Another different adaptation is to modify what we propose to a Consensus instance. Instead of just proposing the request, pi first performs the request and then proposes the pair (request, response). That way processes agree on request R, and uppon request R, they also agree on which response to return from the set {S1, S2, ...}.

We've just implemented an algorithm that implements any wait-free atomic object T' using only registers and Consensus 😃

6. Implementing the Consensus Object with Timing Assumptions

We've seen that Consensus, in a completely asynchronous setting, is impossible to implement. But in practice, it is reasonable to assume some timing assumptions that are true at some point. In practice, concurrent systems are usually synchronous, and only sometimes asynchronous.
In this section, we implement a weaker version of Consensus, in that it assumes a timing assumption on our system.

The way we proceed is we divide Consensus into modular parts:

We implement Wait-free Consensus (Consensus) through Lock-free Consensus (L-Consensus) and Registers.
We implement L-Consensus through Obstruction-free Consensus (O-Consensus) and Enventual Leader Election (<>Leader).

Consensus:

Wait-free termination: If a correct process proposes, then it eventually decides (every process progresses)
Agreement: No two processes decide differently
Validity: Any value decided must have been proposed

L-Consensus:

Lock-free termination: If a correct process proposes, then at least one correct process eventually decides (there is some progression in the system)
Agreement: same as Consensus agreement
Validity: same as Consensus validity

O-Consensus:

Obstruction-free termination: If a correct process proposes and eventually executes alone, then the process eventually decides
Agreement: same as Consensus agreement
Validity: same as Consensus validity

<>Leader:

Completeness: If a correct process invokes leader(), then the invocation returns and eventually, some correct process is permanently the only leader

6.1 O-Consensus

Now we start by implementing O-Consensus. We want to make sure that a process that is eventually "left alone" to execute steps, eventually decides. Of course we also want agreement and validity to hold. The building blocks of the algorithm are:

Assume N processes
Each process pi maintains a local timestamp ts, initialized to i and incremented by N
Processes share an array of MRSW atomic register pairs Reg of size N. Element i of the array contains Reg[i].T, a timestamp initialized to 0, and Reg[i].V, a pair (value,timestamp) initialized to (null, 0). Assume that we work with values of type P.
Intuitively, processes will execute multiple rounds and they will use these registers to communicate with each other and preserve validity and agreement. On top of that, if a process executes alone, it will be able to decide v, and later the other processes will agree on v.

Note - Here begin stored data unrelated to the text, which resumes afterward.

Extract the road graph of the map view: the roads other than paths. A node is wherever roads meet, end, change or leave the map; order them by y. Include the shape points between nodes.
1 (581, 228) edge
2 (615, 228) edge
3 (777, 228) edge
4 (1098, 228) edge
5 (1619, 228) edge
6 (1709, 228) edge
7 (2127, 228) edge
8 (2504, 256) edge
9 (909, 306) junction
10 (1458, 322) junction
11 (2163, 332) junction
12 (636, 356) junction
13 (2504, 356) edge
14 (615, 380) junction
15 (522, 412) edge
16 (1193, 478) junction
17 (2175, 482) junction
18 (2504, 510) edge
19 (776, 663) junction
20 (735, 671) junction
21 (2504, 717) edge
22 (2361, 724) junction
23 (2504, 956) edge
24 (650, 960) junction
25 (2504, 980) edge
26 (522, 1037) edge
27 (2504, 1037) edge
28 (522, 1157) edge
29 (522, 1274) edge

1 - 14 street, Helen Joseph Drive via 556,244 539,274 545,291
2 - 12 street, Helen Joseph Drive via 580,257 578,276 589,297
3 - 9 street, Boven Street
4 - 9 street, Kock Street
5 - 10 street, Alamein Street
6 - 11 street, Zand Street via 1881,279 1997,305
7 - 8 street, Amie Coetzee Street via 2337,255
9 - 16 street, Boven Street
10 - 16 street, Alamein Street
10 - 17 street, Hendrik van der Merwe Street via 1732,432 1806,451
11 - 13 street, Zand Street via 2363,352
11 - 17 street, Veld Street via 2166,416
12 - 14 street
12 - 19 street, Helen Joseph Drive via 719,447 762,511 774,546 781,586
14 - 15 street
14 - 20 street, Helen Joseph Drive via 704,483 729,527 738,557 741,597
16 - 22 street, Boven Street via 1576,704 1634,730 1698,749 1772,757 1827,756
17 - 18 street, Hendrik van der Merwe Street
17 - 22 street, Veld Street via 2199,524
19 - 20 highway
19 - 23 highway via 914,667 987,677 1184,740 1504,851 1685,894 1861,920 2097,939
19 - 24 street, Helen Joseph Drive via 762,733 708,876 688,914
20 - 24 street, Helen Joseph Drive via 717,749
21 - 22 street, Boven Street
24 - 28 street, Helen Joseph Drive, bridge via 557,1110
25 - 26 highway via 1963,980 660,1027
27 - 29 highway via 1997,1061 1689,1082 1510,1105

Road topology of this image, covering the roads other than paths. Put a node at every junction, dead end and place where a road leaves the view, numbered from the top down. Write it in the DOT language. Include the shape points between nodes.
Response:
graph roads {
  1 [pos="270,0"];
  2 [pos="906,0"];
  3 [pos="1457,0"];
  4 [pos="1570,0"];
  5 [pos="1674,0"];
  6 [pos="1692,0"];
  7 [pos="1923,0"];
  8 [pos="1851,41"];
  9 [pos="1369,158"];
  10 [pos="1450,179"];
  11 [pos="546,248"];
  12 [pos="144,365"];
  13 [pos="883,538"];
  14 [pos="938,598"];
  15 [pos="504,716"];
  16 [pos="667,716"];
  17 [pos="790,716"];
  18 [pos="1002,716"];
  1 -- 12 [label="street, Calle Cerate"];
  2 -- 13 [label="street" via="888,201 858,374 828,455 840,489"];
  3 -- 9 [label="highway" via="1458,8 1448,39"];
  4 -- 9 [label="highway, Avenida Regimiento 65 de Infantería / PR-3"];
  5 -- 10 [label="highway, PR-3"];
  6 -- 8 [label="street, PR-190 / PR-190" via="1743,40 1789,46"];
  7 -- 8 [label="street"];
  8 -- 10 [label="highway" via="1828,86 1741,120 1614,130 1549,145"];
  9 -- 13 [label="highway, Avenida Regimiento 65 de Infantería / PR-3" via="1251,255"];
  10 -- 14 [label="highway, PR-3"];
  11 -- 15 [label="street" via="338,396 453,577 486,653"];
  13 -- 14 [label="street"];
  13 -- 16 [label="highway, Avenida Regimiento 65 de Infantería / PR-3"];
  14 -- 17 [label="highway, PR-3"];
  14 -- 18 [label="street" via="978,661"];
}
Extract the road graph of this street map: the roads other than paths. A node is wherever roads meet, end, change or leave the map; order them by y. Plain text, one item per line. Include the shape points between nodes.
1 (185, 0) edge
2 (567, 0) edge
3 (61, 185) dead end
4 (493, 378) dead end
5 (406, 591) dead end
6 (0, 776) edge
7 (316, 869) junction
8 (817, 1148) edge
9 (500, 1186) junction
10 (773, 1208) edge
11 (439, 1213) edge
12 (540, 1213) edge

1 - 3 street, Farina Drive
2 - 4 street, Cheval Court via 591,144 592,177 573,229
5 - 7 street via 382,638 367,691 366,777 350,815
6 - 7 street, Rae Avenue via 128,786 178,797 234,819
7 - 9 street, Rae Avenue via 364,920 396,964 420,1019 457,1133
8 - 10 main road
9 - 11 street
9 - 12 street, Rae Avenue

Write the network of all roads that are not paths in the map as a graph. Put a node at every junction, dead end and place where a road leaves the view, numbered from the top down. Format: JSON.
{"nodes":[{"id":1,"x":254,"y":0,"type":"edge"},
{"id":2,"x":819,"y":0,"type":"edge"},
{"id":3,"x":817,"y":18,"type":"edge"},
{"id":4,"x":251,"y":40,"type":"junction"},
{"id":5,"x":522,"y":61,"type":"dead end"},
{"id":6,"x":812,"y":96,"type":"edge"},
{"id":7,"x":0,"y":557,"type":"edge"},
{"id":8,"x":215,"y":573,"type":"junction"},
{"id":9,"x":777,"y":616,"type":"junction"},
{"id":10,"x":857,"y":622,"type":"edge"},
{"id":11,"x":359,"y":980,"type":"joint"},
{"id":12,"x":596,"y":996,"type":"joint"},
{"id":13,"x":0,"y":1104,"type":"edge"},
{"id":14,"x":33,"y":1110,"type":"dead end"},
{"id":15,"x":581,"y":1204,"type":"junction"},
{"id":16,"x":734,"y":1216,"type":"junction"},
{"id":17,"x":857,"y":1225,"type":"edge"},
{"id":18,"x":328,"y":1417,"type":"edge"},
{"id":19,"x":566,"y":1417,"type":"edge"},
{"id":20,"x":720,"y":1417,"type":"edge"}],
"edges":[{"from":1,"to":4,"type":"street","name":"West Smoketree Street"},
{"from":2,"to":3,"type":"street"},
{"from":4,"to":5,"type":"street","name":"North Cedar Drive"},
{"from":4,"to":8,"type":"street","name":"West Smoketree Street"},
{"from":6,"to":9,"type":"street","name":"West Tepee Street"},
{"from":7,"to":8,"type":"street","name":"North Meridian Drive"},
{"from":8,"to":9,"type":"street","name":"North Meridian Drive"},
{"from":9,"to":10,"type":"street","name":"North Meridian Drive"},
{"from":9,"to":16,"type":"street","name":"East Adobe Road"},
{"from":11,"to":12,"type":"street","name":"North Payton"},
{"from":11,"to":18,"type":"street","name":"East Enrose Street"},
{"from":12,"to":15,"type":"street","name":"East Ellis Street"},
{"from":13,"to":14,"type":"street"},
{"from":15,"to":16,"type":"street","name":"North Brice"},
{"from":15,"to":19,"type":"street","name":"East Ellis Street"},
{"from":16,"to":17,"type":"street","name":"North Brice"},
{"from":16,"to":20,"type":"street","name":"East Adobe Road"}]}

To simplify, we assume the following two functions applied to Reg:

/* Returns the highest timestamp among all elements of Reg[1,..,N].T */
int highestTsp() {
    return max{Reg[i].T for(i=0; i<N; ++i)};
}

/* Returns the value with the highest timestamp among all elements of Reg[1,..,N].V */
P highestTspValue() {
    int j = argmax{Reg[i].V.timestamp for(i=0; i<N; ++i)};
    return Reg[j].V.value;
}

Here is the algorithm:

// Point of view of process pi
int ts = i;

P propose(P v) {
    while(true) {
        Reg[i].T.write(ts);                 (1)
        P val = Reg.highestTspValue();      (2)
        if(val == null)
            val = v;
        Reg[i].V.write(val, ts);            (3)
        if(ts == Reg.highestTsp())          (4)
            return val;
        ts = ts + N;
    }
}

(1): pi announces its timestamp
(2): pi selects the value with the highest timestamp (or its own if there is none)
(3): pi announces the value it selected with its timestamp
(4): if pi's timestamp is the highest (meaning no other process entered (1) after pi), then pi can decide (pi knows that once it decided, any process that executes (2) will select pi's selected value).

6.2 L-Consensus

In this part, we implement L-Consensus using <>Leader and O-Consensus. <>Leader is the subject of the next subsection.
The idea is to use <>Leader to make sure that, eventually, one process keeps executing steps alone, until it decides. The difference with O-Consensus is that in O-Consensus we assume this will arrive eventually, whereas in L-Consensus we have no guarantees that it will arrive, so we force it.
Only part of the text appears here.